Good editing requires continual practice

A former colleague asked me to do a little editing on a college student's project, and I readily agreed to do a favor. Other than editing my own writing and occasionally pulling out a pen to mark mistakes in the newspaper, I have done very little editing in the past five years.

Like all learned responses, editing skills get rusty after a spell of inactivity. Sitting before a computer monitor and looking for misspellings, subject-verb disagreements, verb tense errors and so forth is something you have to do continually to be good at it. Early in my newspaper career, I was not a very good editor. As a college student, I liked to quote Ernest Hemingway, who once defended his errors by saying, "Anybody can hire an editor." I was a writer, not an editor. But my career demanded that I become an editor, and so I did, with the help of some good grammar seminars and my striving to explain to reporters why my corrections were based on good grammar and syntax.

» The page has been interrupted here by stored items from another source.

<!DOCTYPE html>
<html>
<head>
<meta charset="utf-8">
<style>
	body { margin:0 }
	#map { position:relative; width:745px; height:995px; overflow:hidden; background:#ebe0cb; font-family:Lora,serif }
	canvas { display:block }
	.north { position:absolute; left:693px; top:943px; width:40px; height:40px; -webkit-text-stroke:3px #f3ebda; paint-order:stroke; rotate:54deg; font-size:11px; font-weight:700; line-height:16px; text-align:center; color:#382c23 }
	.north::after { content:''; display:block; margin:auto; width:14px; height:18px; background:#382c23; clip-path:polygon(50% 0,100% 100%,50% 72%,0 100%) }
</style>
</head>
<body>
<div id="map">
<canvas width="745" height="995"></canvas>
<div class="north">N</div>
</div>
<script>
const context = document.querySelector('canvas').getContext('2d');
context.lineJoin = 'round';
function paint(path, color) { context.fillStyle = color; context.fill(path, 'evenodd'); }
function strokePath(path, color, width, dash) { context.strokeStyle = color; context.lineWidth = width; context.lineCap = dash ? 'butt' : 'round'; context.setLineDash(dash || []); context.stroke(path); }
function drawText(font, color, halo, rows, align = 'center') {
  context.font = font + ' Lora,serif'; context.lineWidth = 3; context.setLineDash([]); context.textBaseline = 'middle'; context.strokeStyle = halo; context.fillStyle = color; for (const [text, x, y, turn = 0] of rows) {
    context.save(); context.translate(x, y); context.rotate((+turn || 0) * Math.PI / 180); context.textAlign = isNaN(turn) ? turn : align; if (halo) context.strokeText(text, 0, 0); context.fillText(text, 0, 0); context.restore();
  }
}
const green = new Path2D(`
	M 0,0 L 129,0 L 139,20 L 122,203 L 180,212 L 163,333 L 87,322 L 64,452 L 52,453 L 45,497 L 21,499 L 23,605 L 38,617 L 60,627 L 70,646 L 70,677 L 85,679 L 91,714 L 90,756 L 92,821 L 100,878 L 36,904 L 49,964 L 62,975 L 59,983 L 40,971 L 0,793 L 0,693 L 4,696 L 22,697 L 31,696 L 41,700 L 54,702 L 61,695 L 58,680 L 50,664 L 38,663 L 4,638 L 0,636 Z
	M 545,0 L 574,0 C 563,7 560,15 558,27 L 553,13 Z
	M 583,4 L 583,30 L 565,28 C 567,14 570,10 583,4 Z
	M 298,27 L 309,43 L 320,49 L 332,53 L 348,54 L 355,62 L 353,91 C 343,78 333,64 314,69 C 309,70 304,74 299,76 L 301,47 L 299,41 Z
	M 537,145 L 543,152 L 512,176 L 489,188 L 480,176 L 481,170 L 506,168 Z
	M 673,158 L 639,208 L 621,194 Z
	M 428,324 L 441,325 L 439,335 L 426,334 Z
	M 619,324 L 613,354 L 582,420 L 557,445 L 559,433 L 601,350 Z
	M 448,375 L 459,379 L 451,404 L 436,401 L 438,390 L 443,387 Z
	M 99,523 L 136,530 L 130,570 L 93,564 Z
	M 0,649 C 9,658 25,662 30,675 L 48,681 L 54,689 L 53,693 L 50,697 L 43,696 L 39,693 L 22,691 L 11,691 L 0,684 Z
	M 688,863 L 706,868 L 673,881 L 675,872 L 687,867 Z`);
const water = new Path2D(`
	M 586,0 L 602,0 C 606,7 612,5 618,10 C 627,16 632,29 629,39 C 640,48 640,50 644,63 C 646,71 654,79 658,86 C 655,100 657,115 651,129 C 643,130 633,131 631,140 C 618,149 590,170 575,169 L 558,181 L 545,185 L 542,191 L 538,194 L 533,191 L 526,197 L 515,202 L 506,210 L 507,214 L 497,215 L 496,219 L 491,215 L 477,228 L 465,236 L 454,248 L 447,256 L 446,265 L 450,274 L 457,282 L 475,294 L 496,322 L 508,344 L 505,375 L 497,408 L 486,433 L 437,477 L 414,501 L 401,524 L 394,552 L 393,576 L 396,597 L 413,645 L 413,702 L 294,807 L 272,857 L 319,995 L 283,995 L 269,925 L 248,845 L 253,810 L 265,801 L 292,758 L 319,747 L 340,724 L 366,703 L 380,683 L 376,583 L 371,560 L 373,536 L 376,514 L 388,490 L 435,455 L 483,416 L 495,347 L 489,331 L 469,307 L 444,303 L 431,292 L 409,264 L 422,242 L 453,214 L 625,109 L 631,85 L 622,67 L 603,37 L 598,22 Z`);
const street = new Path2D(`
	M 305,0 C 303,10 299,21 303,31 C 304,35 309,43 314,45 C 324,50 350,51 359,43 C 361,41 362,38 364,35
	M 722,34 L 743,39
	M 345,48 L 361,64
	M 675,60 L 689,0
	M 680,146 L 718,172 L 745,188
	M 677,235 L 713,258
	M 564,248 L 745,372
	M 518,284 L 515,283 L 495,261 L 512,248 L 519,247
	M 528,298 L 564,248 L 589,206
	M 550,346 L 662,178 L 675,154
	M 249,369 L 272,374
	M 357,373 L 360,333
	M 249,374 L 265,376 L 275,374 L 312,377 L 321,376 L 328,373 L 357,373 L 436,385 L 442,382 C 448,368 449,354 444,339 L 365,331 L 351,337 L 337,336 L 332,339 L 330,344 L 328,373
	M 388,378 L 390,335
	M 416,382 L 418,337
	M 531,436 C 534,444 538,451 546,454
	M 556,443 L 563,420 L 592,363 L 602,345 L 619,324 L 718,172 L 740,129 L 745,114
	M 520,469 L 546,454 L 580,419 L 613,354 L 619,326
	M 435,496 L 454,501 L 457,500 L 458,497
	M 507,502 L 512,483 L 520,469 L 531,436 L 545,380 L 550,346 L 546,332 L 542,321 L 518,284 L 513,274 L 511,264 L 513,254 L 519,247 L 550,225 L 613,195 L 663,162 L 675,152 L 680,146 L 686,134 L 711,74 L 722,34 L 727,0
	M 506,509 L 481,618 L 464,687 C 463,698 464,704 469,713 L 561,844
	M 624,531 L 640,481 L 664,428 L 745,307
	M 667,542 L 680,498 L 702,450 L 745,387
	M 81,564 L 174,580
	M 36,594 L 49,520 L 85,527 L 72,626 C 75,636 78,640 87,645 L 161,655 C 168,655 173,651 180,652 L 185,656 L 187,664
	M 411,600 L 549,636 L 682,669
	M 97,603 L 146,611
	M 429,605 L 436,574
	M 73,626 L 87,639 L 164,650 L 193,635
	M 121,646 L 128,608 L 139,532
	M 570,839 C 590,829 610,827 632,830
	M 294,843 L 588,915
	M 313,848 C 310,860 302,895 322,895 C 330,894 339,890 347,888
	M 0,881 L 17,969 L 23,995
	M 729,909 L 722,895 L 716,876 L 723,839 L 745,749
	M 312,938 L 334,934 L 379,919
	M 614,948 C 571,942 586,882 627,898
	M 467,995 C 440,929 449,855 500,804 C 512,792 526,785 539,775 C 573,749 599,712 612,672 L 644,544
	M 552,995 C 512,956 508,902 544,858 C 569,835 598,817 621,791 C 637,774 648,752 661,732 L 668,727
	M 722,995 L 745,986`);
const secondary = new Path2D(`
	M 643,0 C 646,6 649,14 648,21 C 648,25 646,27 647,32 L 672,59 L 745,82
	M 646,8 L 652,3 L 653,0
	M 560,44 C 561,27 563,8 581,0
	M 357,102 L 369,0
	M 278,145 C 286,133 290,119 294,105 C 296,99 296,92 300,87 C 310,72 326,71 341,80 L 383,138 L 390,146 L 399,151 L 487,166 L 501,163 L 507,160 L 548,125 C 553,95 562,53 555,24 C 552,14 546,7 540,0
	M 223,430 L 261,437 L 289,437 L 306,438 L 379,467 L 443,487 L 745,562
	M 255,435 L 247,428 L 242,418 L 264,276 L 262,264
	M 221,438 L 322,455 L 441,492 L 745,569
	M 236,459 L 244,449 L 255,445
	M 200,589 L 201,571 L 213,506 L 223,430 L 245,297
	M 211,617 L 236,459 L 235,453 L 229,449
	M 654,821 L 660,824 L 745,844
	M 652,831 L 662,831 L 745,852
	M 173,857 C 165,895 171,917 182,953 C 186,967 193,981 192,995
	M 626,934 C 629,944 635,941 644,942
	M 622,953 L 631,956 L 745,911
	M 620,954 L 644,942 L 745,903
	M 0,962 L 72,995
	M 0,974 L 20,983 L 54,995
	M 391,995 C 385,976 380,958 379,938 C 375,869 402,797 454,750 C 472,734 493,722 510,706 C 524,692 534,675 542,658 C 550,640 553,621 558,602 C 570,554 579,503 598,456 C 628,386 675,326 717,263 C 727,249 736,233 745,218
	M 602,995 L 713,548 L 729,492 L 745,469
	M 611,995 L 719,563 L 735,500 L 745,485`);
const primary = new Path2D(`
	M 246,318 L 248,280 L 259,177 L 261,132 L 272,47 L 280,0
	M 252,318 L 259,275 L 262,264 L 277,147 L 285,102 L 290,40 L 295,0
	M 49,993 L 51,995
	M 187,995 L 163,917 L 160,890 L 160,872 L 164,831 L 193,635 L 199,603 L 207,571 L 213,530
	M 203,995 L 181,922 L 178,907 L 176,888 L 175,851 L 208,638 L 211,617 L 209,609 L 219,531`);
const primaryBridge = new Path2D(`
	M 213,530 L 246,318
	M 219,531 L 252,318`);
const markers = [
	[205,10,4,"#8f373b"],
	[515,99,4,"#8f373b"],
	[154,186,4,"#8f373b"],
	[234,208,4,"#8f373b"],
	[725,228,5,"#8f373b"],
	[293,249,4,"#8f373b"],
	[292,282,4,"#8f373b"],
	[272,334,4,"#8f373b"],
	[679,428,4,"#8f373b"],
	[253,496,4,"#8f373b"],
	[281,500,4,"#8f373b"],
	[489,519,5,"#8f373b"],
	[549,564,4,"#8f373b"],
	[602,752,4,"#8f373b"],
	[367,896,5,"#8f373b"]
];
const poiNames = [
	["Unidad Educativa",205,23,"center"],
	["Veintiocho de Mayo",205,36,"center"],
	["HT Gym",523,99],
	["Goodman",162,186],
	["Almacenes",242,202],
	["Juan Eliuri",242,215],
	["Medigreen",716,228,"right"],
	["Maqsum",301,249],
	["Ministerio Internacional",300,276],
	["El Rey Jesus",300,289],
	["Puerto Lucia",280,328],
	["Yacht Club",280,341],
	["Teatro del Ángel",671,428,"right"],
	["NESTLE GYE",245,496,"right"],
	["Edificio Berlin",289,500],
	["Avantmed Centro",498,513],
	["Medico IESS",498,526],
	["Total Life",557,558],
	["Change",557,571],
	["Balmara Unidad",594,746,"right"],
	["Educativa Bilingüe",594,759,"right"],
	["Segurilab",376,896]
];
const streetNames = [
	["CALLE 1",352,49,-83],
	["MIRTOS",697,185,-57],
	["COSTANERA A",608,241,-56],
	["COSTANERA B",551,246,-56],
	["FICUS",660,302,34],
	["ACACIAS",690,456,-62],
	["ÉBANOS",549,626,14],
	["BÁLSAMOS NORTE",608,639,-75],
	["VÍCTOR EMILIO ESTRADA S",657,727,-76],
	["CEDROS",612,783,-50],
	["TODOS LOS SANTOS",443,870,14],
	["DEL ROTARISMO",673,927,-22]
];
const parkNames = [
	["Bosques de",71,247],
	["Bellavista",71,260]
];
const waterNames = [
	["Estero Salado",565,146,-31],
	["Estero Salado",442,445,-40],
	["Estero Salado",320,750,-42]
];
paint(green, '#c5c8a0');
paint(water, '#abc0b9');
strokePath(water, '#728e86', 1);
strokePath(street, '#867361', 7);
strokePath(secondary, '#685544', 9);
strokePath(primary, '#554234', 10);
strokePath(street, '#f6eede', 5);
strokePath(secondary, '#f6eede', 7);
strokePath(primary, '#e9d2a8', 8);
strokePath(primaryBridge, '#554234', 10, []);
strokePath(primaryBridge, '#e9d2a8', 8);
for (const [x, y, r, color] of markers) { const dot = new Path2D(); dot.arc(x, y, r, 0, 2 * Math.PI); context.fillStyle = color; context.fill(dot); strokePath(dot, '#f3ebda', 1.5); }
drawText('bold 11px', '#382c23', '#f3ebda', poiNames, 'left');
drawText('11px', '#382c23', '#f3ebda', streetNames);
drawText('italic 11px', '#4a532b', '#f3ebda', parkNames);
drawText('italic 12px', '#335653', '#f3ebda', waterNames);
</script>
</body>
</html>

Editing is a thankless job. If you get it right, no one notices. If you miss one word — or even one letter — used in error, everyone thinks you must be an idiot. I've had the embarrassing experience of seeing errors once an article was in print, but I had missed that very error when I saw it on the computer screen — before it was too late. When I look back at old posts in this blog, I find simple errors I had overlooked before.

Newspaper readers frequently complain that no one proofreads any more, and that's true in the strict sense of the word. In the old days, when everything in the newspaper was typed into lead type on a Linotype machine, proofreaders would sit and compare the reporter's typewritten copy to the "proof" sheet from the Linotype. Typographical errors would be corrected.

With the advent of "cold type" — computer-generated copy on paper or in digital form — proofreaders were eliminated, as were Linotype operators. All of the burden of getting a story right fell on editors. And editors are as fallible as anyone. That's why I insisted on having what we called a "second read." After one editor finished editing story, he or she would hand it off to another editor for a second look in an effort to catch any oversights. It was not a fail-safe system, but it was better than relying on just two eyes.

Good editing takes practice. You learn to stop and look at certain words, such as "lay" or "its" because their misuse is very common. You also look at antecedents and plural nouns. When you're doing this kind of work every day, it becomes second nature. I am no longer doing this every day, so I have yet another excuse for any mistakes I make.